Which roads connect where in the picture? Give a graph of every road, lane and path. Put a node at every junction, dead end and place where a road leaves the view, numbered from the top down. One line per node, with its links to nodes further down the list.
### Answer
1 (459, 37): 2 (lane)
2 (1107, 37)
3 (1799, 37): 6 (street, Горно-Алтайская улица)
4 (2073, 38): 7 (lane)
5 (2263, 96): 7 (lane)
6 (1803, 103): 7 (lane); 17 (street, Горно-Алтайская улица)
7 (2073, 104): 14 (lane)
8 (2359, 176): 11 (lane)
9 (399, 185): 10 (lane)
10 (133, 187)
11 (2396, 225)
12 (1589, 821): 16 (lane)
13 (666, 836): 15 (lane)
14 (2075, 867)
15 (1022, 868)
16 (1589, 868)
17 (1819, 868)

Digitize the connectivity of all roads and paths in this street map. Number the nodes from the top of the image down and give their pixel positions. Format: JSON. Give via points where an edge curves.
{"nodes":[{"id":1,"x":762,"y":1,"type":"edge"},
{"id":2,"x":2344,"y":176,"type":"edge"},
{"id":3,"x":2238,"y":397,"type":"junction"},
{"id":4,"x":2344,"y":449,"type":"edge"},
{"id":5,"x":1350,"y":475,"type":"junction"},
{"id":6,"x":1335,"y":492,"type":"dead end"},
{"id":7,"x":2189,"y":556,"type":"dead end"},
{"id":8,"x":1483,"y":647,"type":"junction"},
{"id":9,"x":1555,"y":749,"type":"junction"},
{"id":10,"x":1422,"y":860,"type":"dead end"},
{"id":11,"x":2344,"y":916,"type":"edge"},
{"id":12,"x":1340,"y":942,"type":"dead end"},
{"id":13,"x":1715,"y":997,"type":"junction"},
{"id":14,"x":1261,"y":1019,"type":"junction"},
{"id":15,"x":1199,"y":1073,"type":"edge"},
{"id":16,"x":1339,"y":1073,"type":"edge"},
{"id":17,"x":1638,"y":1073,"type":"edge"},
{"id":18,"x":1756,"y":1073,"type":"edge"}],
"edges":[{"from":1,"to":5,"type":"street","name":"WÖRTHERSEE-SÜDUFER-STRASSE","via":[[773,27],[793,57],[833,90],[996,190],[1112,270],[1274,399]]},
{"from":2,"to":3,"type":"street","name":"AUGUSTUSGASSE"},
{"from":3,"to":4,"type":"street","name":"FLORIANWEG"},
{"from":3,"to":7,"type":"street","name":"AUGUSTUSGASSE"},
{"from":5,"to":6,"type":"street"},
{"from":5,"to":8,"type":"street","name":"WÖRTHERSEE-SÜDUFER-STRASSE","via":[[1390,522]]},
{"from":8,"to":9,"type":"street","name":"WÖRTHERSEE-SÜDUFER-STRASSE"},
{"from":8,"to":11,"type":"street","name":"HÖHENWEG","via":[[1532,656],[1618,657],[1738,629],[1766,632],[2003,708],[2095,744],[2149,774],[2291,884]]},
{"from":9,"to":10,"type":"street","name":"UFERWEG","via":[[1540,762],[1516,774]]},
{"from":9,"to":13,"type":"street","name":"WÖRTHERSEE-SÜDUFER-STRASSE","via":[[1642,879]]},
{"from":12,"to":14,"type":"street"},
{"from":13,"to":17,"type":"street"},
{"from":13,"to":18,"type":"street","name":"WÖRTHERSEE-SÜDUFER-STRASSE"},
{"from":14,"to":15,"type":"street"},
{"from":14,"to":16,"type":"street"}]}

▸ **Work item**
Every line in the data above that includes the word "Алтайская" should be copied.

▸ **Solution to this exercise**
3 (1799, 37): 6 (street, Горно-Алтайская улица)
6 (1803, 103): 7 (lane); 17 (street, Горно-Алтайская улица)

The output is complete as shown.